Nathália havia dito que Fabrício Queiroz era “burro” por continuar fazendo articulações criminosas depois de seu esquema junto a Flávio Bolsonaro ter vindo a público. Márcia diz que Queiroz não vai poder voltar a fazer o que fazia tão cedo porque Jair Bolsonaro não quer.
“É que ainda não caiu a ficha dele que agora não vai voltar para a política, voltar para o que ele fazia, tão cedo… esquece. Bota anos para ele voltar”.
“Até porque o 01, o Jair não vai deixar, tá entendendo? Não pelo Flávio, mas enfim… Ainda não caiu essa ficha dele, fazer o que”.
Nathália Queiroz reclamou para a madrasta que Fabrício segue falando “negócio de vaga”.
“Não consigo ter pena mais.
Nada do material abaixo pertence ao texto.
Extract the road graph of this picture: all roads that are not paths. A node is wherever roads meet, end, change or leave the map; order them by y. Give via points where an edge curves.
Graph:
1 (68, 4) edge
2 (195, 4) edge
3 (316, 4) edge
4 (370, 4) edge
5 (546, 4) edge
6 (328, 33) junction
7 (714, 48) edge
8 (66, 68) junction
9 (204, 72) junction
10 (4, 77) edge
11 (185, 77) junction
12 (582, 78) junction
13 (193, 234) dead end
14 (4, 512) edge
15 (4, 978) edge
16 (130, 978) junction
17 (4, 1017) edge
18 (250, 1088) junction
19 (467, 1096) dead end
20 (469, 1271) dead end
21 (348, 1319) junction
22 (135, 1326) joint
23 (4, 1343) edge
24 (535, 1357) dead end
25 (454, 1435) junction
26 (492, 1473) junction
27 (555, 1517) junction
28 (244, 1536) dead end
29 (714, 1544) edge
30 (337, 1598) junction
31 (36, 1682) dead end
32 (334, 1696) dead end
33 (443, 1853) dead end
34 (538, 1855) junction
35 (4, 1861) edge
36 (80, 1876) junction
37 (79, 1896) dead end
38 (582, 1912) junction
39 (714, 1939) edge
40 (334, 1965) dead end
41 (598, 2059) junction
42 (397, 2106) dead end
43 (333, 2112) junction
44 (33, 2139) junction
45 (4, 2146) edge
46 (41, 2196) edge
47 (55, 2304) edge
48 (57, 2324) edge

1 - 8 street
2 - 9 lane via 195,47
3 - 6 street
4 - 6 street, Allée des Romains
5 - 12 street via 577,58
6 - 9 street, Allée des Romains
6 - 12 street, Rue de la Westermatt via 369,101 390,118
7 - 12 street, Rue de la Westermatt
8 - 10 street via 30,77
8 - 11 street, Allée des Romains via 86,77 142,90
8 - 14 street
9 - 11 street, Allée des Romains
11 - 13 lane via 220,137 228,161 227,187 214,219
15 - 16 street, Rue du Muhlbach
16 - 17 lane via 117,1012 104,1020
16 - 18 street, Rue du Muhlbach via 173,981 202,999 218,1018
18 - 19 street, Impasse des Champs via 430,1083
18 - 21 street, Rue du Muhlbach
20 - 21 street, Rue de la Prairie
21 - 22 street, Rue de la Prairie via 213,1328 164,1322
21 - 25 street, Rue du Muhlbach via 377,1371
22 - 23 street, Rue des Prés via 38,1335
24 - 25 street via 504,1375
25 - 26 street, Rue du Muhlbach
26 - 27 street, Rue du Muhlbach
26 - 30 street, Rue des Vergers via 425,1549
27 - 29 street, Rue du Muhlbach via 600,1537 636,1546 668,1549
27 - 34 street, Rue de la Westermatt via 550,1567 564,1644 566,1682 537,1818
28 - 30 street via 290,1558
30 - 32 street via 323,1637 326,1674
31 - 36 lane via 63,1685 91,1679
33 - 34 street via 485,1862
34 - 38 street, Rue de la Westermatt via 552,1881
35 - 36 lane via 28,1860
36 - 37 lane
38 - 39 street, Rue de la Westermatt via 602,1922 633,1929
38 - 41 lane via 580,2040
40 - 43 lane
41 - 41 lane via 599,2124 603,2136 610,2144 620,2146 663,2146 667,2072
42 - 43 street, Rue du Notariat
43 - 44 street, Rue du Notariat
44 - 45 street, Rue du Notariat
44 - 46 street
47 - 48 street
Antes eu tinha. Agora não consigo, porque isso daí é toda hora que eu vejo, é ele falando de política, é ele falando negócio de vaga, é não sei mais o quê. No aniversário dele foi isso. Quando eu encontro com ele, toda vez é isso. Então, ele não sossega. Parece que não aprendeu”, disse.
Fabrício Queiroz, em outro áudio obtido, cita o advogado da família Bolsonaro, Frederick Wassef, a quem se refere como “Anjo”, e diz que foi traído.
“E todas as pessoas que eu falo, eu sempre falo: meu irmão, apaga! Escreveu, apaga! Eu sei com quem eu conversei esse assunto aí. Chateadão também por causa disso. Tu lembra do que eu falo: apaga, apaga, apaga. Aí deu nisso aí”.
“O ‘Anjo’, também, a primeira coisa que o ‘Anjo’ chegou pra mim e falou na minha cara foi: você foi traído, você foi traído ontem a noite”.
Fabrício Queiroz ficou foragido da PF depois das denúncias de corrupção no gabinete de Flávio Bolsonaro. Ele foi encontrado na casa de Wassef, em Atibaia, e foi preso.